Solis dies:
Mors Omnia Solvit
Já chega, não aguento mais!
Hoje vou morrer. Vou morrer por mais uns tempos, deixar-me ficar inerte no branco vazio onde me deixaram. Acabam hoje as folhas em branco onde risco as palavras alucinadas do louco. Fui usurpado de mim, retiraram-me o espaço onde nasci, onde fui criado, onde evoluí até hoje.
Hoje vou morrer. Roubaram-me o meio envolvente, o meu suor, as minhas palavras. Tiraram-me tudo o que vi no mundo, páginas e páginas onde caminhei, teclas que outrora, diminuto pela minha força de vontade, pisei no esforço do trabalho de quem descreve a sua inútil vida.

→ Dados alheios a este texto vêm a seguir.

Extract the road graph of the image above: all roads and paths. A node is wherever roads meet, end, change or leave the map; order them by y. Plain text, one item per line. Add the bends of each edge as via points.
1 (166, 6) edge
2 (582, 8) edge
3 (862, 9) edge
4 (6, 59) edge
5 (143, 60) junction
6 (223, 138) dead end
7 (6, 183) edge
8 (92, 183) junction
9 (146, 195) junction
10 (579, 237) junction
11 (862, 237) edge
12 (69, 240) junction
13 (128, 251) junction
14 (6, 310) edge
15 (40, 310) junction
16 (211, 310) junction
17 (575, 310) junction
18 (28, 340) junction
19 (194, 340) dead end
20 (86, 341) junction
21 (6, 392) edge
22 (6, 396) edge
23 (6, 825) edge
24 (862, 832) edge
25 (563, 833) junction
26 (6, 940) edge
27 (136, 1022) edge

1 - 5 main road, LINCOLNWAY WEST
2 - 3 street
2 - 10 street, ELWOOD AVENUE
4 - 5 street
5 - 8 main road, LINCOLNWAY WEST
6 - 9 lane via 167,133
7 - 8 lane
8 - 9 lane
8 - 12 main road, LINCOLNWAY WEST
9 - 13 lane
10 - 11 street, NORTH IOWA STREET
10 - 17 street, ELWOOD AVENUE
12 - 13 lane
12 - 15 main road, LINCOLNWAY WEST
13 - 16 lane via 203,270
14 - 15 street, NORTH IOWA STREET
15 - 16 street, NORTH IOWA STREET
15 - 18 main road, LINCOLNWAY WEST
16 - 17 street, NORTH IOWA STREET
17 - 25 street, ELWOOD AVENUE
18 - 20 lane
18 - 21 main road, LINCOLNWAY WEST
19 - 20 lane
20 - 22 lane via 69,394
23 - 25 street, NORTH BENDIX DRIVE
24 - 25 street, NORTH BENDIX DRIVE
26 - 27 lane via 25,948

“O Ego vai morrer, o Ego tem que morrer até renascer”, dizem as vozes. Eu, o Ego, vou destruir-me por causa disso. O tempo está a acabar, o meu espaço a terminar. É como se a televisão se desligasse e rapidamente o ecrã vai a preto, permanecendo o círculo no centro, branco, e então… puff… desliga-se.
Estou cansado, tão cansado.
Prolongo o meu prazo de validade. Nos últimos dias sou vítima de um entorpecimento que me avisa que o fim está próximo.
Penso em deixar-me morrer de fome.
Não como há três dias.
Não consigo deixar de beber.
Aflige-me a secura.
Sei contudo que a minha morte está próxima pois começo a fraquejar e o mais fácil dos movimentos demora séculos a executar. Ao escrever em papel a minha caligrafia não passa de um gatafunho só a mim perceptível. Morrerei em breve por todos os motivos que consigo imaginar.
Sem-abrigo.
Não tenho casa e quero lá voltar em breve. Quando voltar ao meu refugio deixar-me-ei desfalecer na minha cama de pedras e plástico.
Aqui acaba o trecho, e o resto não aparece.